LINCOLN — If Lincoln was playing nervous during Saturday’s District 4 tournament opener, it sure didn’t show.
The perennial power looked right at home – literally and figuratively – in coasting to a 10-0 mercy-rule victory over East Woonsocket at Hien Field, the first of four pool play games for each team.
Seeking its 16th District IV title in the past 21 years, a stretch of dominance that dates back to 1991, Lincoln pounded out eight hits and capitalized on sloppy defense from East Woonsocket, which committed five errors.
“This is a great way to start,” said Lincoln manager Matt Netto, a 2000 graduate of Lincoln High. “The first day is all about shaking out the nerves. We made some bad mistakes, they made a couple mistakes. It’s going to happen in the first game.”
For East Woonsocket manager Scott Bourget’s squad, the mistakes cropped up a bit too frequently.
“It was a tough day, obviously,” Bourget said. “We made errors early in the game, set the tone for Lincoln. If you give them two or three extra outs every inning, they’re going to come back to get you, and that’s kind of what happened.”
The defensive miscues proved insurmountable opposite Lincoln’s Nathan Fay and Connor Sheehan, who combined for a one-hit, seven-strikeout performance across four innings of work, allowing one East Woonsocket baserunner to advance past first base.
Both Fay and Sheehan, an 11-year-old, hadn’t thrown in nearly a month before Saturday’s game. Consequently, Netto made it a point of emphasis to get his hard-throwing right-handers some work.
“They were kind of rusty,” Netto said.
The way Lincoln’s offense performed, it didn’t matter.
Two East Woonsocket errors opened the door for Lincoln’s three-run first. Patrick Fleming reached on third baseman Caden Unwin’s fielding error and later scored via shortstop Damien Medeiros’ errant throw to first following a Fay grounder. Mitchell Walinski added a two-out, two-run single to shallow center field.
Lincoln carried a 4-0 lead into the bottom of the third, when another error doomed East Woonsocket. After Nathan Donovan singled with one out, pinch-runner Nick Juckett moved all the way to third base when Unwin fielded Bevin Kumar’s grounder and sent a forceout throw intended for second into the outfield."
That put runners on first and third for Alex Levin, who entered the game as a defensive replacement in the top of the third. With one mighty swing, he leveled a high fastball from East Woonsocket starter Kyle St.
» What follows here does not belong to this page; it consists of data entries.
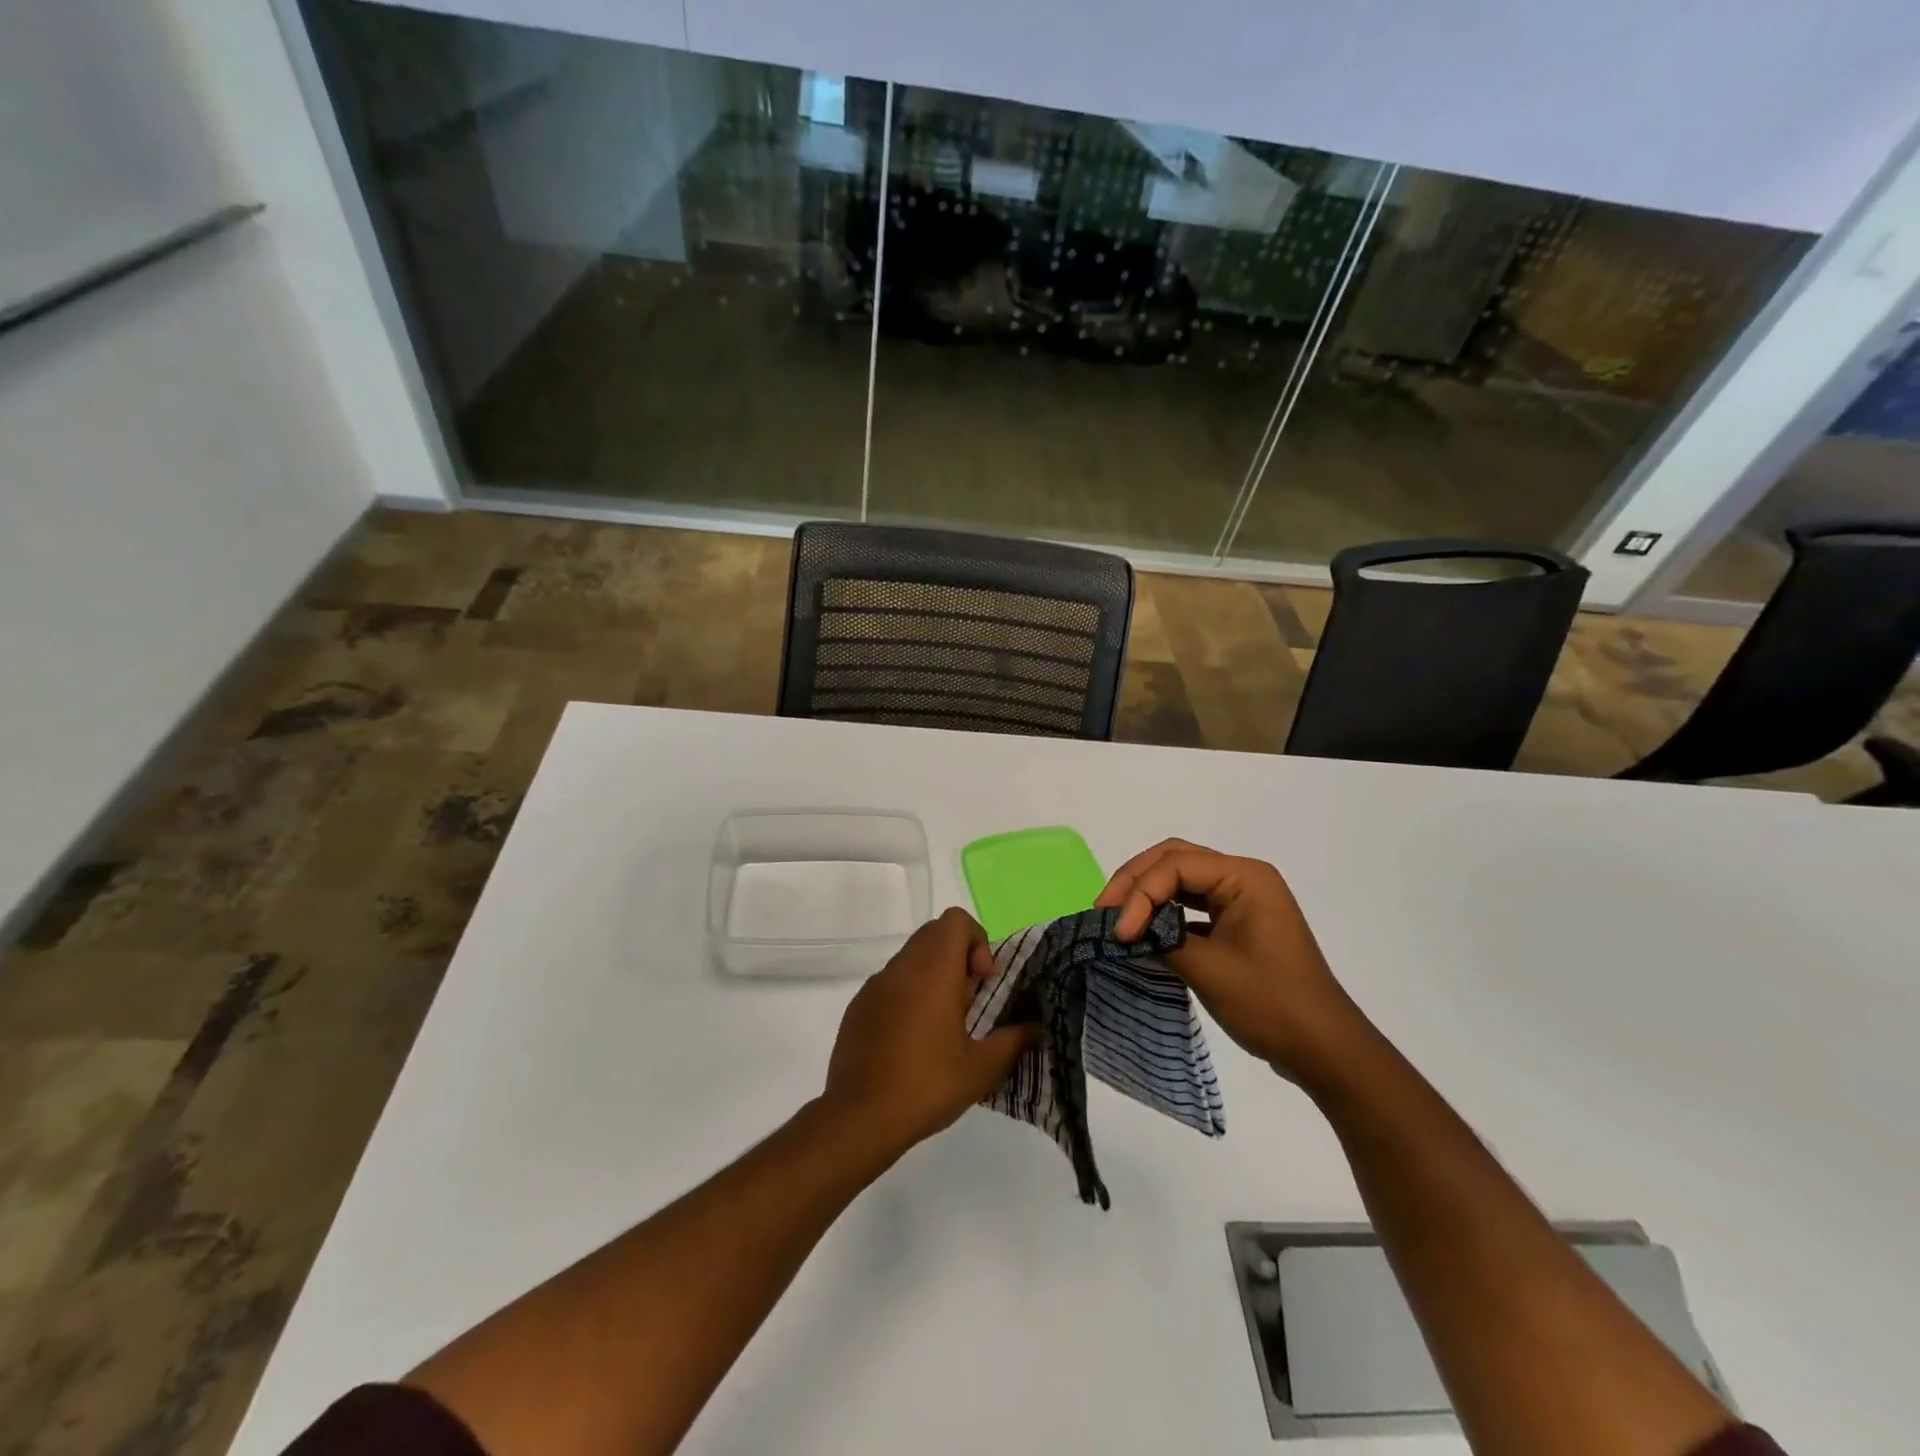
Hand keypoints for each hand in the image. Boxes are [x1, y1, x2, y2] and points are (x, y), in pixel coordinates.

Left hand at [821, 907, 1037, 1155]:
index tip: (982, 981)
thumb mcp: (981, 1069)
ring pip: (912, 957)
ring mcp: (875, 985)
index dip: (977, 941)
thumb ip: (1013, 1040)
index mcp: (933, 971)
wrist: (859, 1118)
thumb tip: (1037, 1028)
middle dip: (959, 957)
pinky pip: (891, 982)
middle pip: (935, 934)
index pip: (956, 921)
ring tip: (944, 1026)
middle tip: (969, 1002)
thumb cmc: (926, 1086)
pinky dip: (909, 994)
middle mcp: (902, 968)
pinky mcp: (859, 1006)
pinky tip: (912, 1040)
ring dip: (934, 976)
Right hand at [1096, 839, 1363, 1088]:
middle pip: (1174, 860)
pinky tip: (1143, 931)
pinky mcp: (1237, 922)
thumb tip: (1124, 932)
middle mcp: (1243, 877)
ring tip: (1115, 918)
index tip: (1118, 933)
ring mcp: (1242, 899)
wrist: (1324, 1049)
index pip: (1175, 865)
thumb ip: (1162, 939)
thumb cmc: (1271, 1004)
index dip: (1139, 894)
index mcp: (1245, 876)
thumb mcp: (1209, 969)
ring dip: (1146, 895)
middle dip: (1135, 882)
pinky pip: (1191, 903)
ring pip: (1180, 879)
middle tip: (1103, 910)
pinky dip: (1163, 912)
Laurent beyond the left-field fence for a three-run home run.
Considering Levin’s recent history, the blast made for a special moment.
“He broke his arm completely in half in January,” Netto said of Levin, who wrestles during the offseason. “So he came back in the middle of Little League season, played enough games, was only allowed to play first base, and just now he’s really starting to get back into his mode of hitting home runs. He’s an amazing, amazing young man.”
Sheehan relieved Fay with one down in the top of the fourth, striking out two of the three batters he faced.
Lincoln concluded the contest in the bottom of the fourth, as St. Laurent did not retire any of the four batters he opposed. Sheehan and Fay stroked consecutive RBI triples, and Fay raced home with Lincoln’s 10th run on a throwing error by shortstop Kyle St. Germain.
East Woonsocket’s defensive struggles marred a gutsy effort from St. Laurent, who threw admirably despite the final score.
“He pitched phenomenal today,” Bourget said. “He had them off-balance. [He] made a mistake with the three-run home run, but other than that, he pitched well.”
East Woonsocket returns to action on Thursday at Scituate-Foster, which will meet Lincoln on Tuesday at Hien Field.
“We’re not out of it,” Bourget said. “It’s tough to play game one in someone else’s home park, obviously, for some of these kids that have never even been on an All-Star team before. We functioned well, they composed themselves today and we played hard, which is all I can ask for.”
As for Netto, he’s hoping Lincoln’s anxiety is as gone as Levin’s homer.
“By the second game, third game, you figure the kids are over the nerves and then they’ll relax and have fun, which is what they’re meant to do,” Netto said. “That’s the thing you’ve got to remember with these kids in All-Stars is to remind them to have fun, because they take it seriously. They take it very, very seriously.
“They’re dedicated to the game and they love the game. I couldn’t ask for a better group of kids.”